1. A unique password for each on-line account or account groupings with a minimum of 8 alpha-numeric and non-standard characters that are not an explicit word or phrase. While you may have an incredible password, if it is the same across all of your accounts, a thief with immediate access to one of your other accounts has access to them all.
  2. Encrypt all data storage devices such that if your phone, tablet, or computer is stolen (assuming you were not logged in and active at that time), the data cannot be obtained even if the storage is removed from the device. Encrypt your SD card too, if supported, or do not move key apps and dadta onto the SD card.
  3. Enable remote locking of your phone so that if lost, it can be disabled.
  4. Do not install bank, PayPal, or investment apps on your phone, or do not auto-enter your account name and password. The chance of you losing or having your phone stolen is substantially higher than your laptop or desktop computer. And as your phone is always on-line, it is interrogated on a regular basis and therefore is more susceptible to a break-in.
  5. Use the Private Mode on your web browser for all financial transactions. Do not allow 3rd party cookies. Clear your browser cookies once a day, or worse case every week. Remember that in a non-private mode, when you move between websites your browsing history can be tracked by cookies, meaning companies know where you came from and where you will go next.
  6. Log out of every account you are not using, on your phone, laptop, and especially at a cafe.
  7. Use a cable tether from your phone to your laptop, not cyber cafe networks or open networks on city streets if you are at any point in time entering a username and password. Or use a Virtual Private Network (VNP) to secure the full connection, end-to-end.
  8. If you have the capability, create an email alias for every new on-line account, such that facebook@[your_domain_name].com and twitter@[your_domain_name].com are different from united_air@[your_domain_name].com or first_bank@[your_domain_name].com. This allows you to track who is selling your data and at the same time, keeps bots guessing as to what your login email address might be.
  9. Get your friends and co-workers to drop Hotmail and Yahoo! as these email systems are single-handedly responsible for the vast majority of spam. Every time an account is hacked, the bots harvest the address book and deliver its contents to massive databases sold to marketers.
  10. Never accept a broken or invalid security certificate. Never. A broken security certificate can be a sign of a man-in-the-middle attack or spoof in which your credentials are intercepted and stored for use by hackers.
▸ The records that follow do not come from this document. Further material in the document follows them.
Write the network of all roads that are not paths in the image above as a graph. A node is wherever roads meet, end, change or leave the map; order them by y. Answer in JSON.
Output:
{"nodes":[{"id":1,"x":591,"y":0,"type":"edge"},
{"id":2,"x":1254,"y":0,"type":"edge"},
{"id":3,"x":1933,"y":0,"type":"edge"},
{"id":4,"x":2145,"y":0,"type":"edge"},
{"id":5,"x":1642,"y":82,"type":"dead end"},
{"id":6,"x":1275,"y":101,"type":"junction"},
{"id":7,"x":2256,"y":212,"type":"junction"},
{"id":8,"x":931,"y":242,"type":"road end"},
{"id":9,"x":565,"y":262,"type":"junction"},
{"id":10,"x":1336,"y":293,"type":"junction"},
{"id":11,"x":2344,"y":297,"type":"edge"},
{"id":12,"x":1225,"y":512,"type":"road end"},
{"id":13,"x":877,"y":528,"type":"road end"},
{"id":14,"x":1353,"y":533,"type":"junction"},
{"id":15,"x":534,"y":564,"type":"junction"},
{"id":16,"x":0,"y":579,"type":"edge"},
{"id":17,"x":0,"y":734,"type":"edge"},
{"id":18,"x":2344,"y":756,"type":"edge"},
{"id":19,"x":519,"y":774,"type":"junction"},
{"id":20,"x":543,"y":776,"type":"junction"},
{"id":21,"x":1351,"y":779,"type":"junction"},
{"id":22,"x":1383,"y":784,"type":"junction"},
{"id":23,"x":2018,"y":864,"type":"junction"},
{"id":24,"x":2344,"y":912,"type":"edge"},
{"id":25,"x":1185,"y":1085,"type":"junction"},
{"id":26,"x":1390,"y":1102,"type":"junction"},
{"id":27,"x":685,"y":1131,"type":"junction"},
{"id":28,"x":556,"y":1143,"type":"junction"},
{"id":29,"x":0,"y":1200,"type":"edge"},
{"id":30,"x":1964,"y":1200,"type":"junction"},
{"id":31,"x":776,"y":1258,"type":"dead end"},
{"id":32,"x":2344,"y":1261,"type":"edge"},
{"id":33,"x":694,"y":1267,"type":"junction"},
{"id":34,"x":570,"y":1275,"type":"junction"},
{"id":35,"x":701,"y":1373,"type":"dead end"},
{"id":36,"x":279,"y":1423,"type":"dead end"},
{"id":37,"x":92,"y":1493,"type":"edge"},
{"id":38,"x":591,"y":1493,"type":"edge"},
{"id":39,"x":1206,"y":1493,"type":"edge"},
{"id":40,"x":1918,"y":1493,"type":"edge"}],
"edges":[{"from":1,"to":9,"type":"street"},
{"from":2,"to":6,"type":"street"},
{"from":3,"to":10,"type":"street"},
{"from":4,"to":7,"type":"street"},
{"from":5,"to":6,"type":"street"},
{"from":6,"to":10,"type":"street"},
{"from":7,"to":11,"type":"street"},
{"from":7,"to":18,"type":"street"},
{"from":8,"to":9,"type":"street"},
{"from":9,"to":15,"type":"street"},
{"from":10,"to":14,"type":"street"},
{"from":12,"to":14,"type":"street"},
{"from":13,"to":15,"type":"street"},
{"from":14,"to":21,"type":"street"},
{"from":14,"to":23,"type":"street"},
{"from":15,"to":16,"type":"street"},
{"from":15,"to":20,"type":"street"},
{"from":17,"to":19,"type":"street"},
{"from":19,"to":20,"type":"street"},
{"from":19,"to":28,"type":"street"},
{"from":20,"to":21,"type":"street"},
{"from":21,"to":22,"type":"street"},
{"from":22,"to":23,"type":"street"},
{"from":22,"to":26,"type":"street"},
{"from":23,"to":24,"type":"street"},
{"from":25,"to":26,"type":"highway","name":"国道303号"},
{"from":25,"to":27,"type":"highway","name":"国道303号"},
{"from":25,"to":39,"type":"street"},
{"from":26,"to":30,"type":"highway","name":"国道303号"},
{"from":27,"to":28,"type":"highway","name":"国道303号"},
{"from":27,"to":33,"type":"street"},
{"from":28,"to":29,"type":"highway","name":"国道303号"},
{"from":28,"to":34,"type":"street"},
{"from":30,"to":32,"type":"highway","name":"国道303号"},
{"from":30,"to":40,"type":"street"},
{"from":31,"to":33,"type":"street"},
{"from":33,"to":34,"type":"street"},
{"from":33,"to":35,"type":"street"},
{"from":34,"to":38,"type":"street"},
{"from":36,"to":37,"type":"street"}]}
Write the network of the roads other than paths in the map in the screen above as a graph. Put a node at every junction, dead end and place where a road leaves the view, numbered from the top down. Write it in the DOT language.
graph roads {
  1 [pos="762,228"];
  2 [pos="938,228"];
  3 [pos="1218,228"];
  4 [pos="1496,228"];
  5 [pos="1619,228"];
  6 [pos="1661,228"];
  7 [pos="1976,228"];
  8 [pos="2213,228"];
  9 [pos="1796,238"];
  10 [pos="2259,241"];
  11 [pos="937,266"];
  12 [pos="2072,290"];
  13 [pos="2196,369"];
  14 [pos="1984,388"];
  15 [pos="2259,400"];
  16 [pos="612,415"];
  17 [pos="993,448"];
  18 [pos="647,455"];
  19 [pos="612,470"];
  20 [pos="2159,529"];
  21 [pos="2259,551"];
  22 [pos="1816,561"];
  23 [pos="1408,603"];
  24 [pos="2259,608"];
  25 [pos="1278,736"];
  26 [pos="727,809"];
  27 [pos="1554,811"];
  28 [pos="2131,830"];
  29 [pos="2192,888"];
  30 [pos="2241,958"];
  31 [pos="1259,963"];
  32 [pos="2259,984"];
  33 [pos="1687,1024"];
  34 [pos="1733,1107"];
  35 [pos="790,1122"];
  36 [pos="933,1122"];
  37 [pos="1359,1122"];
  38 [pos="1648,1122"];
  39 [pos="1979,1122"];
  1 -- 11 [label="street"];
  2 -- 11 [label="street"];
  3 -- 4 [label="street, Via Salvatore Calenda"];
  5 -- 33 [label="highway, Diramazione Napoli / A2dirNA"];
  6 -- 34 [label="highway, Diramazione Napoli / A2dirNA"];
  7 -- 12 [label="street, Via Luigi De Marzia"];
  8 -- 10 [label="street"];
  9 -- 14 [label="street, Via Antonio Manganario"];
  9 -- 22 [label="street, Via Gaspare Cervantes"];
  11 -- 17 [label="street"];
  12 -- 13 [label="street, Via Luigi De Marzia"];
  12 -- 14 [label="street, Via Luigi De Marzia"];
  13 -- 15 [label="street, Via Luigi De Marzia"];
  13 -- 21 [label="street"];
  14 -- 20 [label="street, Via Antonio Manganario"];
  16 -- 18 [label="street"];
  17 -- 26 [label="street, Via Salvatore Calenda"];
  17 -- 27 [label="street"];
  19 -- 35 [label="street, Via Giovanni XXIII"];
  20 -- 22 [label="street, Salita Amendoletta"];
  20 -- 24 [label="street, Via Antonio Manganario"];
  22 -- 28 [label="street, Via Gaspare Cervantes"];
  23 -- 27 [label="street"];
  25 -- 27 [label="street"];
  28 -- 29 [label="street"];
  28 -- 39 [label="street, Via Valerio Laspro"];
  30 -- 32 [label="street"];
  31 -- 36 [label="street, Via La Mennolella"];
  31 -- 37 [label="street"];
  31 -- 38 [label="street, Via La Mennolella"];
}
Finally, read every End User License Agreement (EULA) before installing a new app on your phone. Use Uber? You might not if you knew how much of your life they have acquired: your full contact list, calendar, and every text message you send. Just because a company’s services are cool does not mean the company is cool with your data. You need only look at Zuckerberg’s congressional testimony to understand the effect of an open-ended EULA and associated privacy and distribution. As of May 25, the European Union implements the General Data Protection and Regulation (GDPR) policies which will change the way in which all international corporations manage client data.

Thank you Chris Murtagh for guiding me for the past two decades to maintain high quality server and personal computer security. Surely, the horrendous mistakes you have witnessed in your world of systems administration has saved me and others countless catastrophes.